Purslane (Portulaca oleracea) – Vegetable garden

Purslane (Portulaca oleracea) - Vegetable garden

Purslane (Portulaca oleracea) an annual herb or succulent plant growing to 16 inches in height. It has smooth, reddish, mostly prostrate stems and the leaves, which may be alternate or opposite, are clustered at stem joints and ends. The yellow flowers have five regular parts and are up to 6 mm wide. Depending upon rainfall, the flowers appear at any time during the year. The flowers open singly at the center of the leaf cluster for only a few hours on sunny mornings. Seeds are formed in a tiny pod, which opens when the seeds are mature. Purslane has a taproot with fibrous secondary roots and is able to tolerate poor compacted soils and drought. The small oval green leaves taste similar to spinach and like spinach, are eaten raw, blanched or boiled.

Scientific classification:

Family: Portulacaceae
Genus: Portulaca
Species: P. oleracea

Scientific Name: Portulaca oleracea
Common Names: Purslane, Verdolaga, Red root,  Pursley, Garden purslane, Hogweed and Pigweed.
Hindi: Lunia
Manipuri: Leibak kundo
Tamil: Paruppu keerai
Malayalam: Koluppa
Kannada: Dudagorai
Bengali: Nunia sag

Purslane (Portulaca oleracea) - Vegetable garden

How to grow and maintain Purslane (Portulaca oleracea):

Light:
It requires full sunlight. They need 6-8 hours of sunlight to grow.

Soil:
It grows well in a rich, organic, well-drained, fertile soil, to dry, rocky soils. It is drought tolerant.

Temperature:
It thrives best in areas where annual daytime temperatures are within the range 18°C – 32°C, but can tolerate 7°C – 36°C

Water:
Water the plant just when the top of the soil is dry, as Portulaca is a drought-tolerant plant that flourishes in dry, desert-like soil. Utilize a garden hose or watering can water the soil at the base of the plant because water may damage the blooms. To prevent the plant from rotting, always allow the top of the soil to dry between watering. Portulaca rots in soggy soil.

Fertilizer:
Fertilize with a balanced slow-release fertilizer with minor elements every 6 months.

Propagation:
It can be easily propagated seeds and cuttings. The tiny seeds are easy to germinate for succession planting every six weeks and continuous salad crops that can be cut back for a second flush of growth.

Harvesting:
You can begin to harvest the leaves and tender stem tips, as soon as the plants become big enough to pick leaves.

Pests and Diseases:
It has no serious pest and disease problems. Watch for mealybugs, thrips, mites, and aphids.

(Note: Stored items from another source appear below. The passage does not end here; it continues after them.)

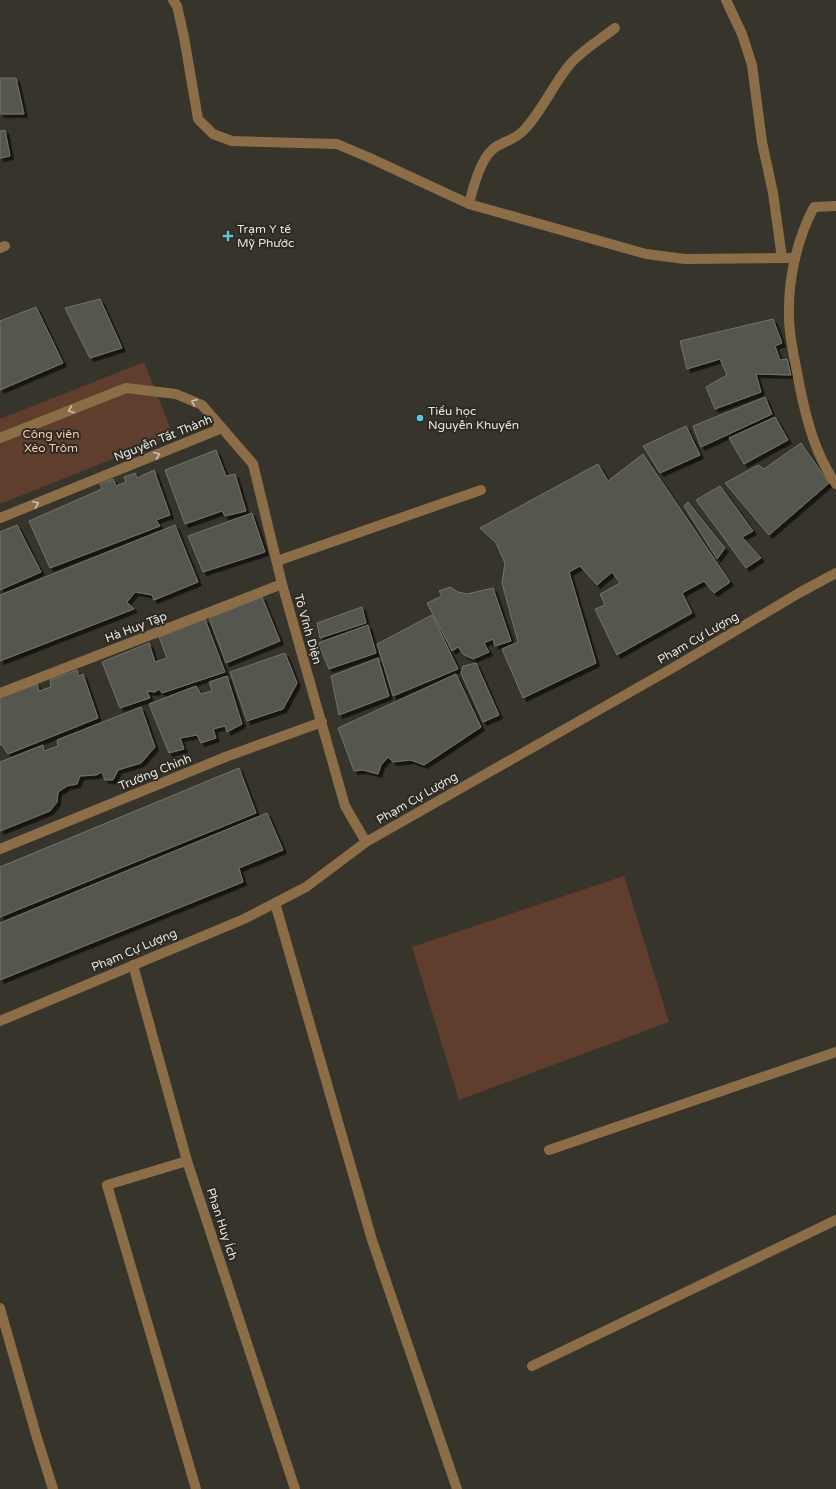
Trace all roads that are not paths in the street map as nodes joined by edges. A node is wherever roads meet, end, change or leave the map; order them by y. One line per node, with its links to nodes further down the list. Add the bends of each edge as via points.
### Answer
1 (173, 0): 4 (street, via 177,6 184,37 198,119 213,134 232,141 337,144)
2 (726, 0): 6 (street, via 742,34 752,65)
3 (615, 28): 4 (street, via 571,62 525,130 514,139 494,148 487,156)
4 (469, 204): 6 (street, via 646,254 685,259)
5 (836, 206): 7 (street, via 814,207)
6 (782, 258): 7 (street)
7 (795, 258): 10 (street, via 789,316 794,355 816,449)
8 (222, 428): 9 (street, Nguyễn Tất Thành, one-way to 9, via 202,405 176,394 126,388); 12 (street, Nguyễn Tất Thành, one-way to 8); 13 (street, Tô Vĩnh Diện, via 253,464)
9 (0, 438)
10 (836, 484)
11 (481, 490): 13 (street)
12 (0, 518)
13 (277, 562): 15 (street, Tô Vĩnh Diện)
14 (836, 573): 18 (street, Phạm Cự Lượng)
15 (282, 584): 16 (street, Hà Huy Tập); 17 (street, Tô Vĩnh Diện)
16 (0, 693)
17 (322, 722): 18 (street, Tô Vĩnh Diện, via 346,806); 19 (street, Trường Chinh, via 228,756)
18 (366, 842): 20 (street, Phạm Cự Lượng, via 306,887)
19 (0, 849)
20 (275, 903): 21 (street, Phạm Cự Lượng, via 244,919); 32 (street, via 372,1240)
21 (132, 965): 22 (street, Phạm Cự Lượng); 25 (street, Phan Huy Ích)
22 (0, 1021)
23 (836, 1052): 24 (street)
24 (549, 1150)
25 (187, 1161): 30 (street, via 106,1184); 31 (street, Phan Huy Ích)
26 (836, 1220): 28 (street)
27 (0, 1308): 29 (street)
28 (532, 1366)
29 (53, 1489)
30 (196, 1489)
31 (295, 1489)
32 (457, 1489)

Medicinal Benefits of Purslane (Portulaca oleracea):

  • Purslane has been used medicinally for thousands of years.
  • Purslane has 5 times higher Omega-3 fatty acids than Spinach, 7 times higher alpha-tocopherol (Vitamin E) than Spinach, and a higher amount of Vitamin C and beta-carotene than Spinach.
  • It helps in curing skin diseases & gastrointestinal Complications
  • It contains bone-strengthening minerals.
  • The leaf juice is applied to earaches, it is also said to alleviate caterpillar stings.
  • The leaves are poulticed and applied to burns.
  • The leaves are a rich source of omega-3 fatty acids, which is thought to be important in preventing heart attacks and strengthening the immune system.
  • The plant is antibacterial, antiscorbutic, depurative, diuretic and febrifuge.
  • The fresh juice is used in the treatment of strangury, coughs, sores etc.
  • A tea made from the leaves is used in the treatment of stomach aches and headaches.
  • Aqueous extracts of the plant have shown muscle-relaxing effects and Ethanolic extracts showed significant analgesic and anti-inflammatory effects.
  • A crude extract of the plant has been shown to accelerate wound healing when applied topically.
  • An ethanolic extract showed antifungal activity against Trichophyton dermatophytes.
  • Extracts of the plant have shown antityrosinase activity and are being tested for their skin-whitening activity.

Edible Use:
Purslane can be eaten raw or cooked. It has a flavor similar to spinach or watercress.